WASTE OF A MOVE, LORD MORTEMORT
We swing back around to a private area inside the CFG Bank Arena–which is what the former Baltimore Arena is actually called as of 2023–where Arthur Pleasant is casually sipping on an unidentified cocktail. He holds open an American print version of Leon Trotsky’s Stalin: An Appraisal of the Man and His Influence.
As Pleasant holds the book tightly in his hands, everyone’s phones in the building start sounding an alarm as there is Breaking News of pigs flying. (Not really, but if pigs started flying, one might conclude that our cell phones are all set up with a special alert for something as monumental as that!)
With Arthur’s head buried in the hardcover, he doesn’t even notice the Seven-Foot Siberian Silencer, Yuri Reznikov, making his way to his table.
Yuri: We have an issue.
Pleasant peers up from his book slowly as if his eyes could not avert themselves to what they were reading. Holding up a finger as if to say “Almost done…”, his eyes remain on the page until they read the last sentence of a particularly engaging paragraph.
Arthur Pleasant: You know, these fucking Trotskyists called him a visionary. But you know what? I don’t think Trotsky’s vision saw past his own narrow-minded views on anti-Stalinism. Such a troglodyte. Also, it’s quite remarkable how the bag of dicks wasn’t whacked sooner before publishing his other works. Especially that History of the Russian Revolution tripe. Fucking garbage. ANYWAY!
Upon delivering his Arthurian take on Russian literature, his eyes finally meet Yuri’s.

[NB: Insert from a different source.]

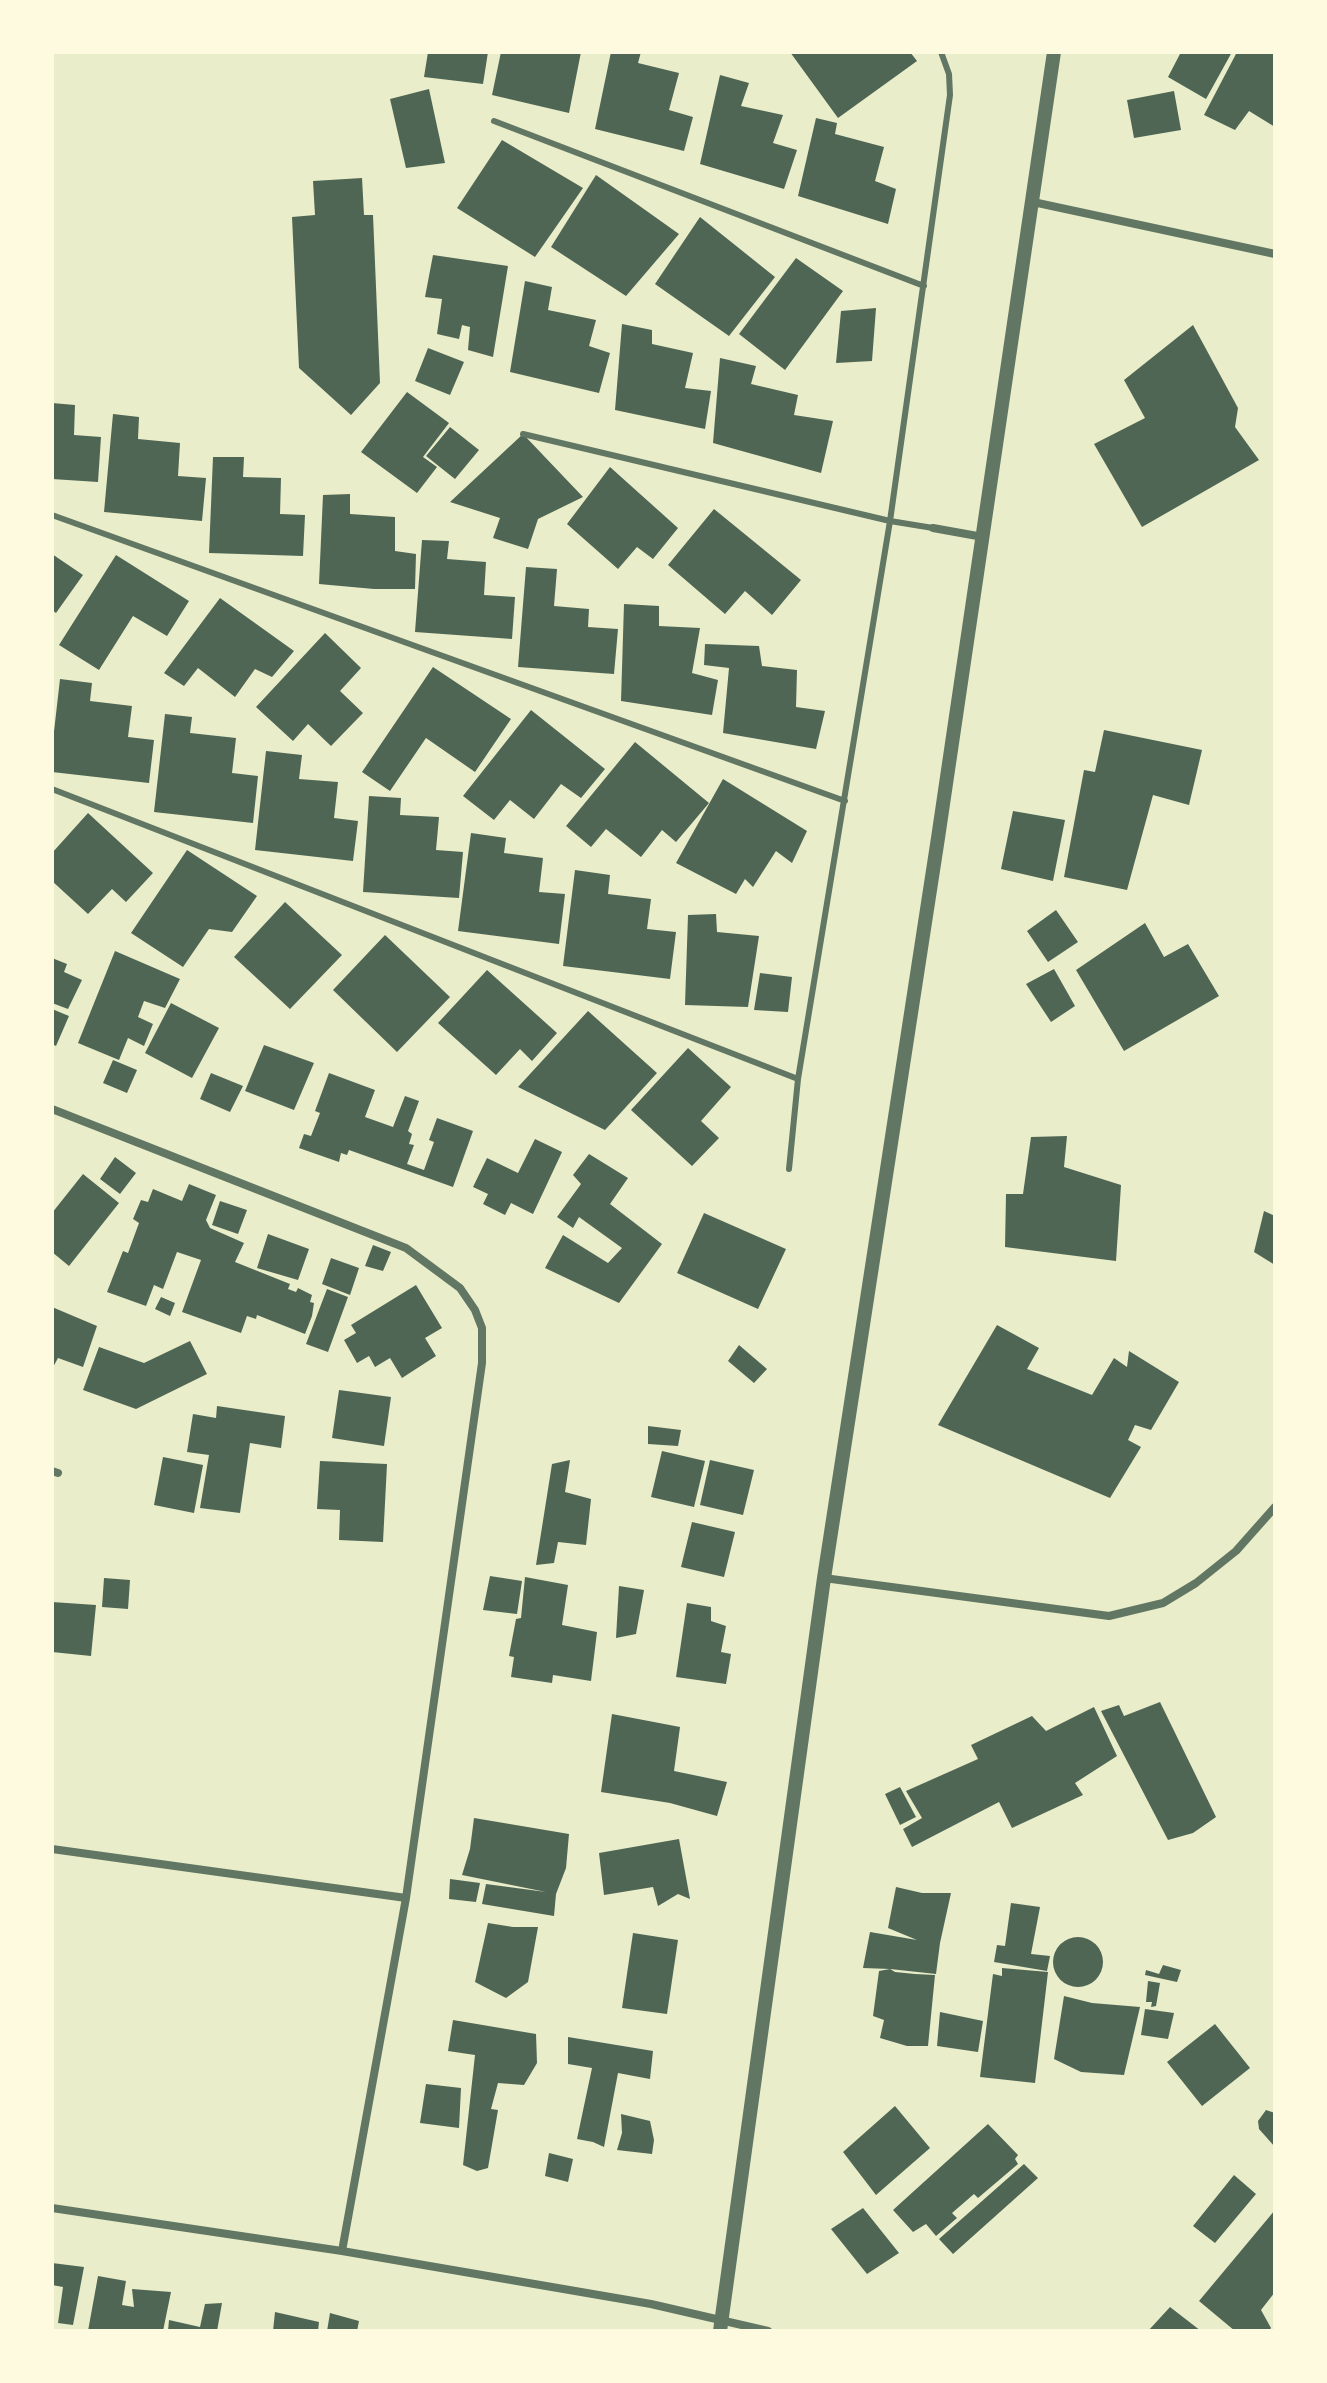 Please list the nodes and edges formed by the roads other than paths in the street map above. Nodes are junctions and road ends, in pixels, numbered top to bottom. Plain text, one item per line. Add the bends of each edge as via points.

Arthur Pleasant: You were saying?
Yuri: Da. We have an issue. A big one.
Pleasant sighs and takes a sip of the cocktail that, after some inspecting, seems to be a Campfire Cocktail. Made with the ever-versatile Fireball whiskey with an amalgam of spices and fruits for those immediately duck-duck-go’ing the recipe. After the clickety mouth sounds of the drink sliding down his throat, Arthur exhales mightily– possibly from the strong vapors of the spices colliding with each other inside his wartorn body. “Fuckin’ EH.”, he thinks to himself as the cinnamon fumes burn a hole into his soul like those scented decorative brooms we all see en masse in the fall/July 5th.
Arthur Pleasant: Why do I feel this involves our favorite fuckface of the hour, Lord Mortemort?
Yuri: Because it does.
Arthur Pleasant: Of course, it does. I would’ve been disappointed had it been otherwise! I told Arliss we should’ve hired a heavy to serve him and not Myron.

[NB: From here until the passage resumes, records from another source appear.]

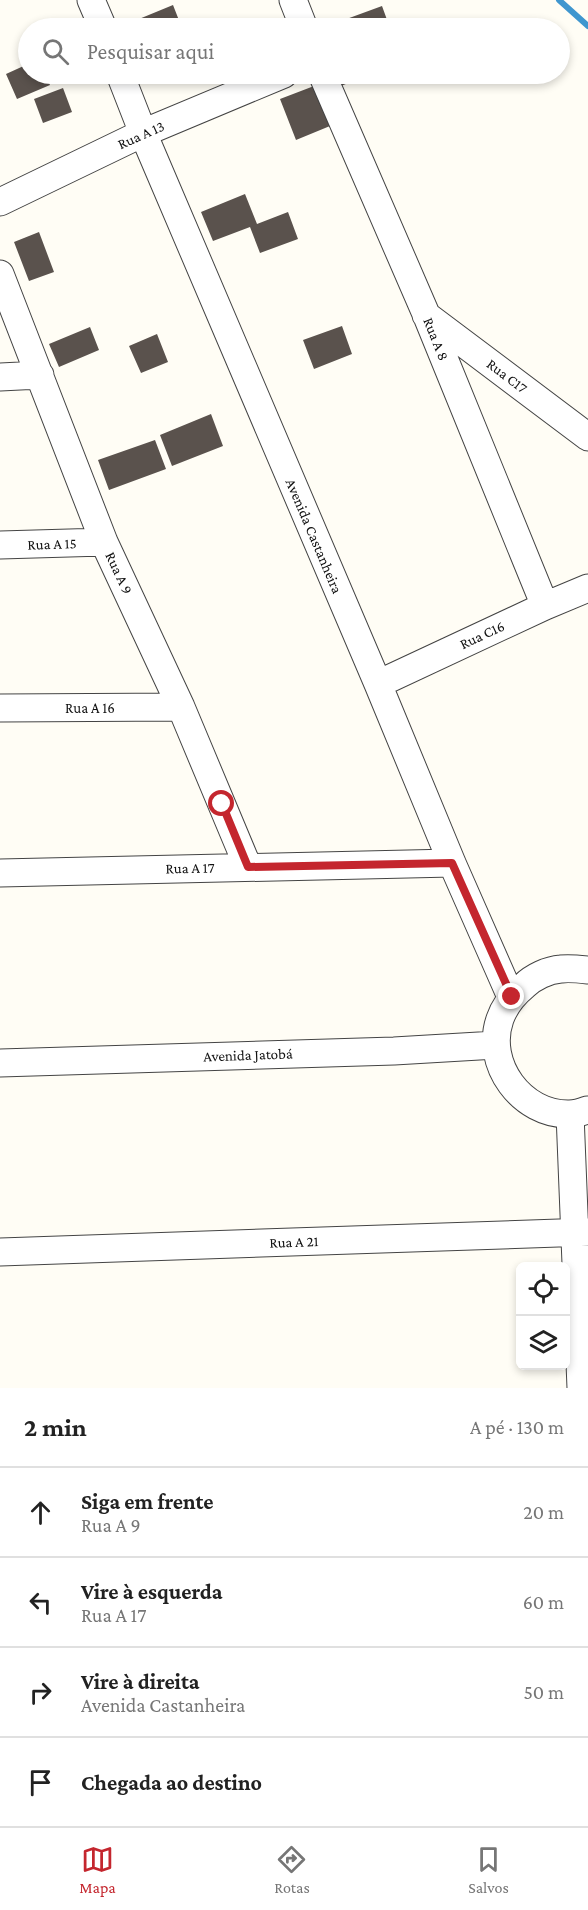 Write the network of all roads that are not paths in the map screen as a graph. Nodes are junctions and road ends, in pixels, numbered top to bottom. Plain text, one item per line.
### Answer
1 (91, 0) edge
2 (293, 0) edge
3 (98, 18) edge
4 (300, 18) edge
5 (124, 84) edge
6 (260, 84) edge
7 (326, 84) edge
8 (143, 133) junction
9 (0, 202) edge
10 (0, 274) edge
11 (426, 314) junction
12 (40, 375) junction
13 (0, 376) edge
14 (588, 437) edge
15 (104, 542) junction
16 (0, 545) edge
17 (588, 588) edge
18 (545, 606) junction
19 (378, 684) junction
20 (181, 707) junction
21 (0, 708) edge
22 (452, 863) junction
23 (248, 867) junction
24 (0, 873) edge
25 (588, 970) edge
26 (512, 997) junction
27 (496, 1045) junction
28 (0, 1063) edge
29 (579, 1112) edge
30 (582, 1232) edge
31 (0, 1252) edge
32 (581, 1388) edge

1 - 3 street
2 - 4 street
5 - 8 street, Avenida Castanheira
6 - 8 street, Rua A 13
7 - 11 street, Rua A 8
8 - 9 street, Rua A 13
8 - 19 street, Avenida Castanheira
10 - 12 street, Rua A 9
11 - 14 street, Rua C17
11 - 18 street, Rua A 8
12 - 13 street
12 - 15 street, Rua A 9
15 - 16 street, Rua A 15
15 - 20 street, Rua A 9
17 - 18 street, Rua C16
18 - 19 street, Rua C16
19 - 22 street, Avenida Castanheira
20 - 21 street, Rua A 16
20 - 23 street, Rua A 9
22 - 23 street, Rua A 17
22 - 26 street, Avenida Castanheira
23 - 24 street, Rua A 17
25 - 26 street
26 - 27 street
27 - 28 street, Avenida Jatobá
27 - 29 street
29 - 30 street
30 - 31 street, Rua A 21
30 - 32 street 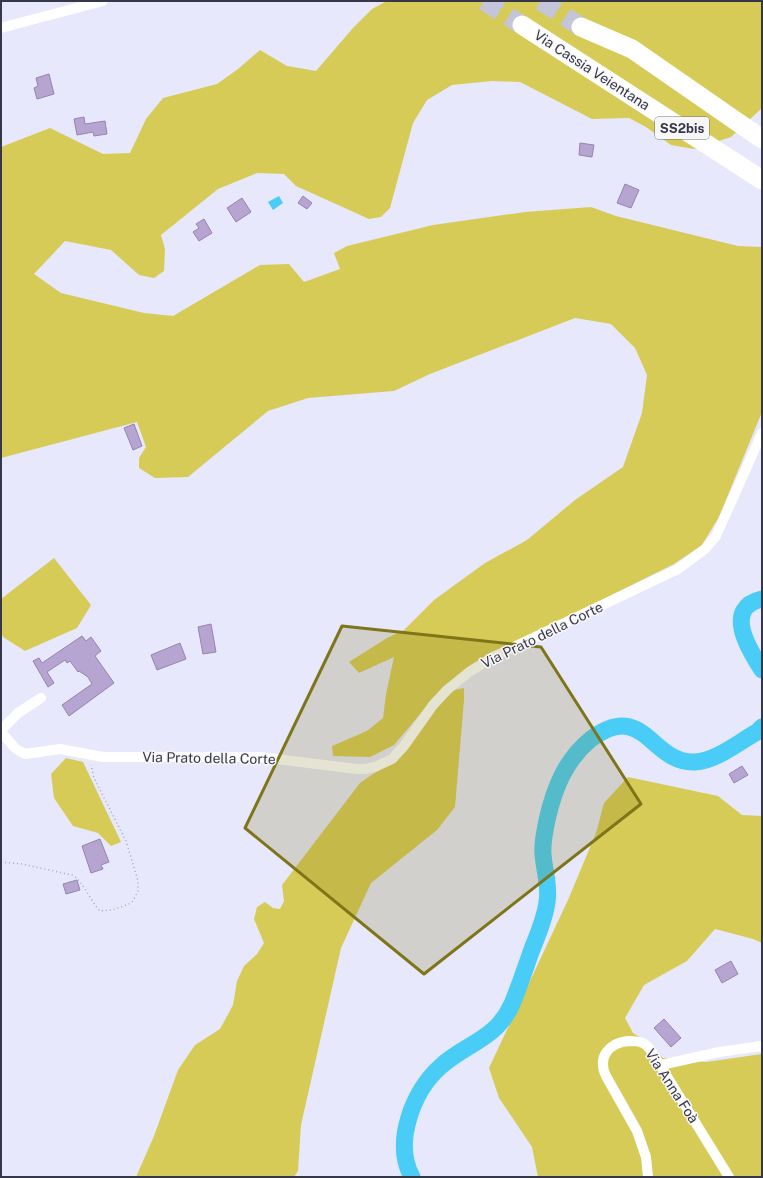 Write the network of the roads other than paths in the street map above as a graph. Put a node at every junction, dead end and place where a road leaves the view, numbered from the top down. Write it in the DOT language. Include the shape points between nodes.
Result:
graph roads {
  1 [pos="103,1"];
  2 [pos="522,25"];
  3 [pos="1,28"];
  4 [pos="581,28"];
  5 [pos="762,139"];
  6 [pos="762,180"];
  7 [pos="762,433"];
  8 [pos="41,698"];
  9 [pos="1,731"];
  10 [pos="762,1046"];
  11 [pos="660,1065"];
  12 [pos="648,1177"];
  13 [pos="730,1177"];
  1 -- 3 [label="street"];
  2 -- 6 [label="highway, Via Cassia Veientana / SS2bis"];
  4 -- 5 [label="highway, SS2bis" via="632,49"];
  7 -- 9 [label="street, Via Prato della Corte" via="716,536 705,549 678,569 493,657 447,690 392,759 375,767 357,769 260,757 103,757 60,749 25,754 16,749"];
  8 -- 9 [label="street" via="18,713"];
  10 -- 11 [label="street"];
  11 -- 12 [label="street, Via Anna Foà" via="646,1046 635,1041 614,1045 605,1054 602,1062 606,1076 637,1131 646,1157"];
  11 -- 13 [label="street, Via Anna Foà"];
}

Arliss Peters: Told me what?! What’s this about Myron?! Oh GOD… is he okay? I only hired him as a favor to one of my partners at the firm!
It’s The Provocateur’s own personal attorney and “friend”, Arliss Peters, who was slightly out of view but clearly within earshot as soon as Arthur made this statement about Myron Rightway. It was here, at the bar inside the CFG Bank Arena, two hours ago, where and when it was decided to litigate Mortimer for his actions. The masked brute clearly needed a reality check that resonated with Mort and the rest of the Gamble Amateur Society in a non-violent manner.
After all, if you want to tame the beast, it’s not always a physical game.
Yuri: Myron was just assaulted. He was carted out on a stretcher from Tony Gamble’s locker room. Bleeding pretty badly. Looked like blunt-force trauma.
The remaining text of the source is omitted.